## Task directions
Look through the lines below and copy each one that includes "Capitol".

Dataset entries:

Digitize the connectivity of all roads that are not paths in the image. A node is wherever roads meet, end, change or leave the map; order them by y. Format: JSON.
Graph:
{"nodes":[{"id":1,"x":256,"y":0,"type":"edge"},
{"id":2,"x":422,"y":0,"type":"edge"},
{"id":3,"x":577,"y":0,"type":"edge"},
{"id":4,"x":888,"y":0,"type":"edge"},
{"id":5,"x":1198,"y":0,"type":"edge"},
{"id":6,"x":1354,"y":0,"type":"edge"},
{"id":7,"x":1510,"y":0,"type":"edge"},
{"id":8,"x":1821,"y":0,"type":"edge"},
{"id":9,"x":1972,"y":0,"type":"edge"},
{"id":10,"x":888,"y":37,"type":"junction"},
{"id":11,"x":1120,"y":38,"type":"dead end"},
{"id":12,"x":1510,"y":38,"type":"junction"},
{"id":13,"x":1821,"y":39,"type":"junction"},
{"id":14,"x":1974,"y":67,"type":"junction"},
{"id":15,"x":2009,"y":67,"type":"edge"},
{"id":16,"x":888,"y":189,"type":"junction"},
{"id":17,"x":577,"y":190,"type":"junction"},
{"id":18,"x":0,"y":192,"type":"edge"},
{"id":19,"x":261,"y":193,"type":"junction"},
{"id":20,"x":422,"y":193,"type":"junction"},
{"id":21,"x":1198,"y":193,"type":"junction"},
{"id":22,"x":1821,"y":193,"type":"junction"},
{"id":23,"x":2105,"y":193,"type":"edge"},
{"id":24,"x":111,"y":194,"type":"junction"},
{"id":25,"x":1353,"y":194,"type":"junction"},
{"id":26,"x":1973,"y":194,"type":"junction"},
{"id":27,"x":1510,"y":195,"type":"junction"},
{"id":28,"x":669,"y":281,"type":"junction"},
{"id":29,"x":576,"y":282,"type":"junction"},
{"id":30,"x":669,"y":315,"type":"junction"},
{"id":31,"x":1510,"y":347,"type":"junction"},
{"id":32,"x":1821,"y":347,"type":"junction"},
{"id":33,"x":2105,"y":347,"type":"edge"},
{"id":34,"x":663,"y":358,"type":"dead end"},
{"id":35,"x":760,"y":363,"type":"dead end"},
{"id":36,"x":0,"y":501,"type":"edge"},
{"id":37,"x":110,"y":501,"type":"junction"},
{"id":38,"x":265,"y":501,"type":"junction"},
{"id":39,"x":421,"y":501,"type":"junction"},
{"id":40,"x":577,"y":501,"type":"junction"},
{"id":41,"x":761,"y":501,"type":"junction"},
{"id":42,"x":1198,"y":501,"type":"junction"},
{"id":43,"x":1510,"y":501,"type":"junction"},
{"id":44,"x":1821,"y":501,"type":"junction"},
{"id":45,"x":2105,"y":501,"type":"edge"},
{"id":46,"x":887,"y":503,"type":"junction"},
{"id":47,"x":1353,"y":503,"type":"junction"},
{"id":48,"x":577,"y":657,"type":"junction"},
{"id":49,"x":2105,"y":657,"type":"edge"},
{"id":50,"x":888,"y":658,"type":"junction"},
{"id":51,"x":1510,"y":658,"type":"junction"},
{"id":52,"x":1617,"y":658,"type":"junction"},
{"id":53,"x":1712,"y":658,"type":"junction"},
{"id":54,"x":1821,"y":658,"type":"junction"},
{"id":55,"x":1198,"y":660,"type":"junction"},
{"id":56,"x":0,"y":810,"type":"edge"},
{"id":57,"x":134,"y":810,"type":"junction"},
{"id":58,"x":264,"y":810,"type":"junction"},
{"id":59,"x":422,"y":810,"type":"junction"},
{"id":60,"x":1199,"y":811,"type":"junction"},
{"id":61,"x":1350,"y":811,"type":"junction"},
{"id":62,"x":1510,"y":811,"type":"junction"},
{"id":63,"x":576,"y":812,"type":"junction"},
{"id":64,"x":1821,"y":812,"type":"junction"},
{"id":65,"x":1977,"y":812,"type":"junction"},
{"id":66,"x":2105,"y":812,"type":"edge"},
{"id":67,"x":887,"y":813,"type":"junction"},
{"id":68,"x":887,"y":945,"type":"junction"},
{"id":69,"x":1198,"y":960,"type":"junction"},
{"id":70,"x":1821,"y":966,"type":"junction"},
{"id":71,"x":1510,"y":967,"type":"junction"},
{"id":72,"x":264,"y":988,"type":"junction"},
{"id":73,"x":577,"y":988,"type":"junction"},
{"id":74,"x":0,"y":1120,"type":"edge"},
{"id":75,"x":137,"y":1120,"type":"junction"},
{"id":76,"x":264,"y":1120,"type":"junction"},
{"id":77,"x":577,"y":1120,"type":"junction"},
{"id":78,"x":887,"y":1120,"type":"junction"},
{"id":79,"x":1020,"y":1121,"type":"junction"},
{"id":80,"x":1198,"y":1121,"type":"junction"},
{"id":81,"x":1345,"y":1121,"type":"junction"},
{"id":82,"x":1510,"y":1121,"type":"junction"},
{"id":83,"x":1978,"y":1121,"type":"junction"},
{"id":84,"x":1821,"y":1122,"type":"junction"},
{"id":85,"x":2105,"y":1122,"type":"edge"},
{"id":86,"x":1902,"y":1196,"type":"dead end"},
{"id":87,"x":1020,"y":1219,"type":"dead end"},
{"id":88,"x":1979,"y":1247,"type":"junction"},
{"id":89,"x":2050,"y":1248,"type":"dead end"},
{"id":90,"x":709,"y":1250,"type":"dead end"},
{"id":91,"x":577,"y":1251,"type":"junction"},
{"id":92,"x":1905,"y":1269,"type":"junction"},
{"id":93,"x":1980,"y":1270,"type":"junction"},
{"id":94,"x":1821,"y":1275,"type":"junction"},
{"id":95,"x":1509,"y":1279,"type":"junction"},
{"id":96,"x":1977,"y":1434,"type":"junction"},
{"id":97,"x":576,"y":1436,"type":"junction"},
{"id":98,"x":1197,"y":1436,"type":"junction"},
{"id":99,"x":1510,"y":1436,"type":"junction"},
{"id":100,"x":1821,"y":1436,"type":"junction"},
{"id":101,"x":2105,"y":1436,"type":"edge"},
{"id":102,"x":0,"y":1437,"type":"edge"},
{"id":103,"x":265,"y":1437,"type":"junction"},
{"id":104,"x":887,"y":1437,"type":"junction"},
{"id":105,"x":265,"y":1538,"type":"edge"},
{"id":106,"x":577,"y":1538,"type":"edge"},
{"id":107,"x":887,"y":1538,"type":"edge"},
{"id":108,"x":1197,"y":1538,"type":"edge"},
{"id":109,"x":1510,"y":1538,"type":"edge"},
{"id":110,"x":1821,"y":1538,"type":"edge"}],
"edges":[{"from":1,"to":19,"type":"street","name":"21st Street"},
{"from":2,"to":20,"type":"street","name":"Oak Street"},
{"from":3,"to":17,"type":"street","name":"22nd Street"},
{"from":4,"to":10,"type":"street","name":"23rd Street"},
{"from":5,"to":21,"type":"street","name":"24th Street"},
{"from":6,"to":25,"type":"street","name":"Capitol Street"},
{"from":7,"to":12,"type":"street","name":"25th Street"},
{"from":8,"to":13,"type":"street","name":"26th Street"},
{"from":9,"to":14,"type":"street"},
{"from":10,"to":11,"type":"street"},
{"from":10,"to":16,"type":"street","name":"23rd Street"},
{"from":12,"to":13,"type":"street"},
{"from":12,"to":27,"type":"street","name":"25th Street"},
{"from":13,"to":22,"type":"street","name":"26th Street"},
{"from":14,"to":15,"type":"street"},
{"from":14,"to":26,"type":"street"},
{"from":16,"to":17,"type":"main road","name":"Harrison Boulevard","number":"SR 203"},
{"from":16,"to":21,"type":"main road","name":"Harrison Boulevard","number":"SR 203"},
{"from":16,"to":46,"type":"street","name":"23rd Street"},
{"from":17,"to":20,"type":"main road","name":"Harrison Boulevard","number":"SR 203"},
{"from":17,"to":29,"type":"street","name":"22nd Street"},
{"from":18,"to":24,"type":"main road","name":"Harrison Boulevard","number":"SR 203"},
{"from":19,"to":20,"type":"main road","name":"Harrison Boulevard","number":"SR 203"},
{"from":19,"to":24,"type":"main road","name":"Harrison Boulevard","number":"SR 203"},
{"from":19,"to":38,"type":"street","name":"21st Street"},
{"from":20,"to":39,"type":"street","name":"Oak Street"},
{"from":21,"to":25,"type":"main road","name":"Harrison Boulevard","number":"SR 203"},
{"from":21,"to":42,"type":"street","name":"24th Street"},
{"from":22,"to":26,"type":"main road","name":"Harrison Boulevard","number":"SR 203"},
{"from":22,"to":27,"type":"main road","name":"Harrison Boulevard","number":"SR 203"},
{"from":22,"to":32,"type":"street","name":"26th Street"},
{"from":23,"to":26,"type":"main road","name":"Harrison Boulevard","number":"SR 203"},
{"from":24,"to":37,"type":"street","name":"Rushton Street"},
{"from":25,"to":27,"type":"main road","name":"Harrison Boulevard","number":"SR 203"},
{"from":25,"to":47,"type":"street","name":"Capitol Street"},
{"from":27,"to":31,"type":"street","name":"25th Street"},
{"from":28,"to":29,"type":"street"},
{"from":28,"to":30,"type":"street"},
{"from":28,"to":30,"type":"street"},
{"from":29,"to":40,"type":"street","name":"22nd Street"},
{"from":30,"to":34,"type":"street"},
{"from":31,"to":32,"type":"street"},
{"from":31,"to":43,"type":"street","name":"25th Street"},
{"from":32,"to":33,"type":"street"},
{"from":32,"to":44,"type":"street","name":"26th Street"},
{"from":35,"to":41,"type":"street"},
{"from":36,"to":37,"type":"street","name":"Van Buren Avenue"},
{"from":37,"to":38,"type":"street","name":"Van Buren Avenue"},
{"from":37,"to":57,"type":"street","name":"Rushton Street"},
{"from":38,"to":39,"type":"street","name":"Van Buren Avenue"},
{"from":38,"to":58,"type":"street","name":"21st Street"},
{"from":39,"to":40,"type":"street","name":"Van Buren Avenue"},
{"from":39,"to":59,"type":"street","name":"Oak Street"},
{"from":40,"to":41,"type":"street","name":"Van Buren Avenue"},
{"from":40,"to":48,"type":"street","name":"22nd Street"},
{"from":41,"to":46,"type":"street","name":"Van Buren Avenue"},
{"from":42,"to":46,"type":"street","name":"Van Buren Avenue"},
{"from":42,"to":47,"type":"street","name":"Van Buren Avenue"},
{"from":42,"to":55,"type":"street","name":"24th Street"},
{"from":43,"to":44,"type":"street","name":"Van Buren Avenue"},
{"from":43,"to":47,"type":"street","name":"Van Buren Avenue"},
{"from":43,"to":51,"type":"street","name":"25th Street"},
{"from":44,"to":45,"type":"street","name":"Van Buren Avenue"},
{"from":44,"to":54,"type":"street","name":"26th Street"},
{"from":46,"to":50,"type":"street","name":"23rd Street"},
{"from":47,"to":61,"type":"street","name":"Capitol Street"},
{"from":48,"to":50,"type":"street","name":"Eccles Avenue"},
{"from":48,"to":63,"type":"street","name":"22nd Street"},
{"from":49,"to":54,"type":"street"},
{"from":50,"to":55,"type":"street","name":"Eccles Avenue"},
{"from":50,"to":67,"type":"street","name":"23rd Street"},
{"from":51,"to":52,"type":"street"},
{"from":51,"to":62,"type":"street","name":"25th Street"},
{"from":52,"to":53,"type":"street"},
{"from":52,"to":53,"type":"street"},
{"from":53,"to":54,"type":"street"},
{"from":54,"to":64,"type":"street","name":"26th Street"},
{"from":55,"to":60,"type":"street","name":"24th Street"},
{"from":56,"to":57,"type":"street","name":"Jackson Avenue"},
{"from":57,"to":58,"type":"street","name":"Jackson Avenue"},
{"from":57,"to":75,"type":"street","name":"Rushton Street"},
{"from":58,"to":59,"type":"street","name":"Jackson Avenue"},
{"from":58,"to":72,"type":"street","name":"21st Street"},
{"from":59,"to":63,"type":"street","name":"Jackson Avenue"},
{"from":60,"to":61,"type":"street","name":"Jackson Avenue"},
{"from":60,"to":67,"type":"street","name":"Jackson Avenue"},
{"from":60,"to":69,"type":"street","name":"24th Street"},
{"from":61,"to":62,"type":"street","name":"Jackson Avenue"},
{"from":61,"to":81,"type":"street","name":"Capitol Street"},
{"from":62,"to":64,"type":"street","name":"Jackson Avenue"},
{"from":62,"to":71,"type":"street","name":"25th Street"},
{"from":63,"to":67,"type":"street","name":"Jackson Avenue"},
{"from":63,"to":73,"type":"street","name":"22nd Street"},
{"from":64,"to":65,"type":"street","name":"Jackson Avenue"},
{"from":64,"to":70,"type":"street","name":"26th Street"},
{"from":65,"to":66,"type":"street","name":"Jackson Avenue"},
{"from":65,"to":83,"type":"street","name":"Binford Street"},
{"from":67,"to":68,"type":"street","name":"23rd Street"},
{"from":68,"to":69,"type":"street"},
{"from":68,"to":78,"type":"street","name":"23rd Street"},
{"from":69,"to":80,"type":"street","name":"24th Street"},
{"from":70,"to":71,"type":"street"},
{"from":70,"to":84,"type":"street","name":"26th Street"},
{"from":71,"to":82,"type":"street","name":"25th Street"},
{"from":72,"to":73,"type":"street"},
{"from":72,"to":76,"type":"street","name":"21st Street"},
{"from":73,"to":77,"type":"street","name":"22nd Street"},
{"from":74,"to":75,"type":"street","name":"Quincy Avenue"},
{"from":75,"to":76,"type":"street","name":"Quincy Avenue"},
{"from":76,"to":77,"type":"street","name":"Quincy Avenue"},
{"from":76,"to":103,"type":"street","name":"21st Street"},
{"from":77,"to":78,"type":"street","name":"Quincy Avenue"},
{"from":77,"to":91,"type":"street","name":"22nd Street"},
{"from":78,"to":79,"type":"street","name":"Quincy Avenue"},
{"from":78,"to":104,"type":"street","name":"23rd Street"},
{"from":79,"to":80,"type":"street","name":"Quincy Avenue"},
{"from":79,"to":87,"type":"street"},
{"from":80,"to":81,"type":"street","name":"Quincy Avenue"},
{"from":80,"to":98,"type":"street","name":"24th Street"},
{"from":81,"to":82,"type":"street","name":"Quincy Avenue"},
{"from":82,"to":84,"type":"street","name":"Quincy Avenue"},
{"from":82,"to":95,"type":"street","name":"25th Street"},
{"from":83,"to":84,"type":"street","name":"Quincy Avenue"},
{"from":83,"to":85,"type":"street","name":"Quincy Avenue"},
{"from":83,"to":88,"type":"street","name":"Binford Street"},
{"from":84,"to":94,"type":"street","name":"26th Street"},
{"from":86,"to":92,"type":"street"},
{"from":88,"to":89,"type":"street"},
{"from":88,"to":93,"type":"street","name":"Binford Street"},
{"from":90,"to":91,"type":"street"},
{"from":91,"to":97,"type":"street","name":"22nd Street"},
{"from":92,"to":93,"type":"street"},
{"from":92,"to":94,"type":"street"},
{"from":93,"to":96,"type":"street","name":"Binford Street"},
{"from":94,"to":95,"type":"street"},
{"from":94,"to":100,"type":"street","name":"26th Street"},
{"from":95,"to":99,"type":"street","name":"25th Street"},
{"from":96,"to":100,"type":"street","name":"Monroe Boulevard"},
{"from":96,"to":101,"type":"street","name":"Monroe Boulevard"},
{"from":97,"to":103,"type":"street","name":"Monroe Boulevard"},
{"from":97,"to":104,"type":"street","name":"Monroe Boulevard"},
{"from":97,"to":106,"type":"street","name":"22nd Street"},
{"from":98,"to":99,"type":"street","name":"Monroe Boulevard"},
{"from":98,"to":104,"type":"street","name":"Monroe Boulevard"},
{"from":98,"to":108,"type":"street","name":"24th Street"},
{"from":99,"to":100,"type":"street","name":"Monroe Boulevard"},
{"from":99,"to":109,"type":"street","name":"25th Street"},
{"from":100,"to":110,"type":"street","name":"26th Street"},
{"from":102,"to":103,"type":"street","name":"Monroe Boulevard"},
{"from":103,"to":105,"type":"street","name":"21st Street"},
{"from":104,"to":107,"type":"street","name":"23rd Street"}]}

## Answer space
{"from":6,"to":25,"type":"street","name":"Capitol Street"},
{"from":25,"to":47,"type":"street","name":"Capitol Street"},
{"from":47,"to":61,"type":"street","name":"Capitol Street"},
{"from":61,"to":81,"type":"street","name":"Capitol Street"},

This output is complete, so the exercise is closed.